-- Work order --
Take from the records below each line that holds "every".

-- Excerpted records --
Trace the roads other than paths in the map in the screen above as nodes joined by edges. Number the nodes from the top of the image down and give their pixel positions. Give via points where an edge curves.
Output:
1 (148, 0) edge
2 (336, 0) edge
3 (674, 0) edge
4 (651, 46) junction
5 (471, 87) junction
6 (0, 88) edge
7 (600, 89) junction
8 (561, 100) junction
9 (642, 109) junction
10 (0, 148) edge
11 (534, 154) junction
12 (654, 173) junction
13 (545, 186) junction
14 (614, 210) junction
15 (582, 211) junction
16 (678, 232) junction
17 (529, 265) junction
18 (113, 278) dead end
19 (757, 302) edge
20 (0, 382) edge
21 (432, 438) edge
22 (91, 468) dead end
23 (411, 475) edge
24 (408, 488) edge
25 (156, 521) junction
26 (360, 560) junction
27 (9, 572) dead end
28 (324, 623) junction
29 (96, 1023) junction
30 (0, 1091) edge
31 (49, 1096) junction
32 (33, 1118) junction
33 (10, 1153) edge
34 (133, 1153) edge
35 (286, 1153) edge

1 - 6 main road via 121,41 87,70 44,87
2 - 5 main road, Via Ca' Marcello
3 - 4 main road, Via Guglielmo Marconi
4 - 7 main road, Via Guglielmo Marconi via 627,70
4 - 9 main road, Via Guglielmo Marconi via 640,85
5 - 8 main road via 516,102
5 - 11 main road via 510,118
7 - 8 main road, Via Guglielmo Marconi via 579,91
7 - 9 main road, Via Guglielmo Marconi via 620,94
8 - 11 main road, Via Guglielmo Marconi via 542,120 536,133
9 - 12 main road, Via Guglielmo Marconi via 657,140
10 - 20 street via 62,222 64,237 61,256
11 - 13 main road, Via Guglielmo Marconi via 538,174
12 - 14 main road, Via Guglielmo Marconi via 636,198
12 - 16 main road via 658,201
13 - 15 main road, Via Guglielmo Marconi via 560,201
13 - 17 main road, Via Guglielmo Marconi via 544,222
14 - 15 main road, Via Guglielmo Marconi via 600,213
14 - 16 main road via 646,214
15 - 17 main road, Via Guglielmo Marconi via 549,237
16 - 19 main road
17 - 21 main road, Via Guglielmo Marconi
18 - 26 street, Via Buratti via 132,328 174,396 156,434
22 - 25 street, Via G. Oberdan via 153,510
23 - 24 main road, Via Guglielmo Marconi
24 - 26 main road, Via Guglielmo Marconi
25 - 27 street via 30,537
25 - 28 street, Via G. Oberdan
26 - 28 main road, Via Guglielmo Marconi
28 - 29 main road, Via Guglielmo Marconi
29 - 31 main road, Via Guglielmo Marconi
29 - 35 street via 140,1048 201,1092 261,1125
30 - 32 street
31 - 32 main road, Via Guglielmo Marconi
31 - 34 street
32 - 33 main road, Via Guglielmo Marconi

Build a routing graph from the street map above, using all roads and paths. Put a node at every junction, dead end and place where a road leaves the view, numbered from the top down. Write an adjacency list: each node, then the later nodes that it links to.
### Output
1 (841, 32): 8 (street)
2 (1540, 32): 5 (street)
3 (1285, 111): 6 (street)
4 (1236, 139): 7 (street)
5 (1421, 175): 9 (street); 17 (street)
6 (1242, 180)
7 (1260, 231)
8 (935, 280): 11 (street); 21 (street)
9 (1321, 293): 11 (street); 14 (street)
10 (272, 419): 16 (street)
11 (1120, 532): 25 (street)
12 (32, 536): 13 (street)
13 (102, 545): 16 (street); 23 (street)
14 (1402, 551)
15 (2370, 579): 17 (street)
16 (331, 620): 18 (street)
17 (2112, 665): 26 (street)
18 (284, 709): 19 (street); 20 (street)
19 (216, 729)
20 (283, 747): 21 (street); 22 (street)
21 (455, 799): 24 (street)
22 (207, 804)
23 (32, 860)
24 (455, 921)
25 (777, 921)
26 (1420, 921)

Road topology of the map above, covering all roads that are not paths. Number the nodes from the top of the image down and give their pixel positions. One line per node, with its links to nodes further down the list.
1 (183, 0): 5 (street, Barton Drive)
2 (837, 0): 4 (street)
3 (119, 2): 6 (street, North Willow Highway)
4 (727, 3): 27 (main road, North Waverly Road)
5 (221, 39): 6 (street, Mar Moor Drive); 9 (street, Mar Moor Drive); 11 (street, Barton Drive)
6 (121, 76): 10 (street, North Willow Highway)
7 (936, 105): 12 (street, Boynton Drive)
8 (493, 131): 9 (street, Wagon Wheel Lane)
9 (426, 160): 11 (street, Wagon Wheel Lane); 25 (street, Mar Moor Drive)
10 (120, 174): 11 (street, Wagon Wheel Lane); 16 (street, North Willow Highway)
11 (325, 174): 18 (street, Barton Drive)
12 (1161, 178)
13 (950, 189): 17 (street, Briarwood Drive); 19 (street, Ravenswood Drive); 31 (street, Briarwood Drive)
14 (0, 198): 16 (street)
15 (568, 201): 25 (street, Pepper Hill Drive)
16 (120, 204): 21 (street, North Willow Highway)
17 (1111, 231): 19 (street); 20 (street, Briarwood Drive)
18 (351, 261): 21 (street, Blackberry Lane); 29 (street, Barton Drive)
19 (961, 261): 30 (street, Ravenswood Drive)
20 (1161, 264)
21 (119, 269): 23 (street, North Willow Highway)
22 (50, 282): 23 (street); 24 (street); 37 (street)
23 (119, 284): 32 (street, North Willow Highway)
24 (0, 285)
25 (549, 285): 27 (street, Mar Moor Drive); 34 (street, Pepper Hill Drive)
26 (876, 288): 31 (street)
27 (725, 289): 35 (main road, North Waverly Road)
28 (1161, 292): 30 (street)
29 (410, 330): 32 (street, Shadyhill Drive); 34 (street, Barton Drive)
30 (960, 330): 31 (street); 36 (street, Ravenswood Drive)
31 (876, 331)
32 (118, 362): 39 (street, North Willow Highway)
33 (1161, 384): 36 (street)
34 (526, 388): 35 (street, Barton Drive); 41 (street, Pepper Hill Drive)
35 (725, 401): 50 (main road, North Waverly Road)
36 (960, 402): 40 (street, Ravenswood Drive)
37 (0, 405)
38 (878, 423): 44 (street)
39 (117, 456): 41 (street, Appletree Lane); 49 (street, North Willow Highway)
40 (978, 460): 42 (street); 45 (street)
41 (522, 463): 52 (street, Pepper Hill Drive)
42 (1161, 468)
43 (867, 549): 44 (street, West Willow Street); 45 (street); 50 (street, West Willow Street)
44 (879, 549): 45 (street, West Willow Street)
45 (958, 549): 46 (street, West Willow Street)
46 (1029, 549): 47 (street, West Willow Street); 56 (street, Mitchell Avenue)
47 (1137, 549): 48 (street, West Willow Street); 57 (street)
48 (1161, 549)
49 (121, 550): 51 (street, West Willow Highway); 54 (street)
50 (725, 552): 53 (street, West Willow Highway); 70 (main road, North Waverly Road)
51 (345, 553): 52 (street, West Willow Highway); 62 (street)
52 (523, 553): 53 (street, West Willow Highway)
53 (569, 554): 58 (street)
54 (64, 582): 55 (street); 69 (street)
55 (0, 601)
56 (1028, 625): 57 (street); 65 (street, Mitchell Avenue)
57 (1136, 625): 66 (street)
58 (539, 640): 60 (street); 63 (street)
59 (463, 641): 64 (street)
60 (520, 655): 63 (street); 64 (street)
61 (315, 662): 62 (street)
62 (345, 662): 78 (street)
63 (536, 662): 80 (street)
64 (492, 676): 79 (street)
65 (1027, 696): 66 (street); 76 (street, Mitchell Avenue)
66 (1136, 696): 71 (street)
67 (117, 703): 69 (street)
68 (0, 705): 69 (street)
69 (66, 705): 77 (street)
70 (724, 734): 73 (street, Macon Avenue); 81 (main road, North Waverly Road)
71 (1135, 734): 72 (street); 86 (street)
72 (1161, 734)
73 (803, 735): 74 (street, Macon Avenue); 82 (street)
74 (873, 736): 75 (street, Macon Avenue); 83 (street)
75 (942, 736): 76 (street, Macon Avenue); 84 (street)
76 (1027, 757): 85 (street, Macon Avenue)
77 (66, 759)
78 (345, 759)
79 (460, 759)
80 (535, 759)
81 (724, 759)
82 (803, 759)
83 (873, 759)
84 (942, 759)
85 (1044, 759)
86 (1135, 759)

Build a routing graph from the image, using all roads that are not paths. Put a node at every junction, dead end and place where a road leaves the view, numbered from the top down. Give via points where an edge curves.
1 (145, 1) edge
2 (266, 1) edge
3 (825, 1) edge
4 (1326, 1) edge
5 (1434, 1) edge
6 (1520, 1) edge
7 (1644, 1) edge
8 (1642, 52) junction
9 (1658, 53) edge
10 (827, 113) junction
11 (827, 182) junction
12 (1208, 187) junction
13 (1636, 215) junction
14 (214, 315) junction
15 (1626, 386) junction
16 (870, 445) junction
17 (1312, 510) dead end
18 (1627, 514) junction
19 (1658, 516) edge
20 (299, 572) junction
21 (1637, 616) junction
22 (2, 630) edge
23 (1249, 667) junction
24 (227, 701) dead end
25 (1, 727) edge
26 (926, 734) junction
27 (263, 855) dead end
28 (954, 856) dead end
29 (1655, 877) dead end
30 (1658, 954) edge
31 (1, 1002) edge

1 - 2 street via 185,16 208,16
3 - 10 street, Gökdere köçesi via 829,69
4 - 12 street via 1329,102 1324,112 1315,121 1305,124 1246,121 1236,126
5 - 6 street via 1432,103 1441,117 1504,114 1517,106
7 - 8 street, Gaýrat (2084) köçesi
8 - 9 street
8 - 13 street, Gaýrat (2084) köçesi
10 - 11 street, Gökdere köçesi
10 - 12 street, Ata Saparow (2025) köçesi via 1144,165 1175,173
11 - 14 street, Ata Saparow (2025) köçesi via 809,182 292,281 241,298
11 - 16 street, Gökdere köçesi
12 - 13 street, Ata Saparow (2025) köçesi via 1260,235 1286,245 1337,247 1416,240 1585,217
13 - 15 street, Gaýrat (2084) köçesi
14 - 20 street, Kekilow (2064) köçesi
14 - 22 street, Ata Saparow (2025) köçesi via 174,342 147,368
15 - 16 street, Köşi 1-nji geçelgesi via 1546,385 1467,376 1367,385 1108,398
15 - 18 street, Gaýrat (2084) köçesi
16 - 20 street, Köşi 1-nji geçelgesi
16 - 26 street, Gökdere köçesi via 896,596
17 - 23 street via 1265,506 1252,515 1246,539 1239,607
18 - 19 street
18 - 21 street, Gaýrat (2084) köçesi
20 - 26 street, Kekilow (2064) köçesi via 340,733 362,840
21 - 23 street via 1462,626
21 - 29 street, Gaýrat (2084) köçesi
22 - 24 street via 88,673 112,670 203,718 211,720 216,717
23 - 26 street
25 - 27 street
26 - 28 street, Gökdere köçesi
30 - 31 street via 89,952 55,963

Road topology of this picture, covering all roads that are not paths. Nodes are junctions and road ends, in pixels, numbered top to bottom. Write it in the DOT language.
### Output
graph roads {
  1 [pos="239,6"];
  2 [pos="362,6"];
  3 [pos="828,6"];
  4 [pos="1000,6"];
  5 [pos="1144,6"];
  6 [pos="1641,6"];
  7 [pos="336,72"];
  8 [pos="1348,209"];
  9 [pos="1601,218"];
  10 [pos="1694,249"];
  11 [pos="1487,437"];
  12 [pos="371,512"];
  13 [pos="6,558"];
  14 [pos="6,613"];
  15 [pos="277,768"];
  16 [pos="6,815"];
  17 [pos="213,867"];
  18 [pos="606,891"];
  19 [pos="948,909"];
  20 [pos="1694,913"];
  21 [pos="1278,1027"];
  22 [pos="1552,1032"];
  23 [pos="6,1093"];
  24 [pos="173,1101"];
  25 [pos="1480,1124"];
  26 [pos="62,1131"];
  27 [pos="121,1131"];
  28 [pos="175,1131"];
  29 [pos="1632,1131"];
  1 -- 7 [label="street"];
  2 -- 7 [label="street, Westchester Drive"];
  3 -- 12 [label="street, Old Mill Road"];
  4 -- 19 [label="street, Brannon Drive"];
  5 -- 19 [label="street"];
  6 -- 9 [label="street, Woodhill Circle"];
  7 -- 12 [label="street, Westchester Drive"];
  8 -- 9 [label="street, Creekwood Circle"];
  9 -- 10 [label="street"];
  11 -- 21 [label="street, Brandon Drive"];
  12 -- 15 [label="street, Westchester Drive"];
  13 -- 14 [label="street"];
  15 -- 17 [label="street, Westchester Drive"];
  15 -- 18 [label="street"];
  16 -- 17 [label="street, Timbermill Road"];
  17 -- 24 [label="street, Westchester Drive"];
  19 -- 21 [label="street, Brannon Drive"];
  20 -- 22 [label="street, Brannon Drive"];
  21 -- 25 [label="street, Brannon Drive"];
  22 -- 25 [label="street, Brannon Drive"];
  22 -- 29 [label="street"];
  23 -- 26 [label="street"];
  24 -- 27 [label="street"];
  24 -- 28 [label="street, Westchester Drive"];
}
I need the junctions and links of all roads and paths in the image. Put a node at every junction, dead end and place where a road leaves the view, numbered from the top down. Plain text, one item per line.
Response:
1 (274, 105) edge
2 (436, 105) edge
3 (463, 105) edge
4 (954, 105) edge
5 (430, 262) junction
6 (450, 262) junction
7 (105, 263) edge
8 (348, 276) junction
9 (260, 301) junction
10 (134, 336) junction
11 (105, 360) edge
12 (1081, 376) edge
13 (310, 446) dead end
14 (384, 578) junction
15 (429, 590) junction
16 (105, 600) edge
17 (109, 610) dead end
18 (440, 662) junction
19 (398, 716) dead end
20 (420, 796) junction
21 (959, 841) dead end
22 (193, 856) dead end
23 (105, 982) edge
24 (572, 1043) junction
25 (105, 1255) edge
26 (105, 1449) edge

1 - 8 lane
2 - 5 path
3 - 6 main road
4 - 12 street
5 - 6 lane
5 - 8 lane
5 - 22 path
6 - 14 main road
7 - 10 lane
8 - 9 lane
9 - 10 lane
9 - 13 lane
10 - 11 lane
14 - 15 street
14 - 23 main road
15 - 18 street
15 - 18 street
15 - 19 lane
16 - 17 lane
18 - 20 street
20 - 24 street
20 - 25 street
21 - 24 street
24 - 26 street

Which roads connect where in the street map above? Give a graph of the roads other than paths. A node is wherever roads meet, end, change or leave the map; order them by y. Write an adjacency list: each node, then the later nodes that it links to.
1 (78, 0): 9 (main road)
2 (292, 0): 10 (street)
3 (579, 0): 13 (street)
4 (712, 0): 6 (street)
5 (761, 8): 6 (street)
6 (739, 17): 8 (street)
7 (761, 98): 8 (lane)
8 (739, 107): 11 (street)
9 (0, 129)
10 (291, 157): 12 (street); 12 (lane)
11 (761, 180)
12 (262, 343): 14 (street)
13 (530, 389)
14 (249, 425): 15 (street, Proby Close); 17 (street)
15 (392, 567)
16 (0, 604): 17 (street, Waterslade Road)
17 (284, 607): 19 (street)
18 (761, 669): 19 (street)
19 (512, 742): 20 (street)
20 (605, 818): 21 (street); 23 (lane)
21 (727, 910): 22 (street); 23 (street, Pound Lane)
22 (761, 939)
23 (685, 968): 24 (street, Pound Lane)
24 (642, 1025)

-- Result of the exercise --
Build a routing graph from the street map above, using all roads and paths. Put a node at every junction, dead end and place where a road leaves the view, numbered from the top down. Write an adjacency list: each node, then the later nodes that it links to.
Build a routing graph from the image, using all roads that are not paths. Put a node at every junction, dead end and place where a road leaves the view, numbered from the top down. Give via points where an edge curves.
I need the junctions and links of all roads and paths in the image. Put a node at every junction, dead end and place where a road leaves the view, numbered from the top down. Plain text, one item per line.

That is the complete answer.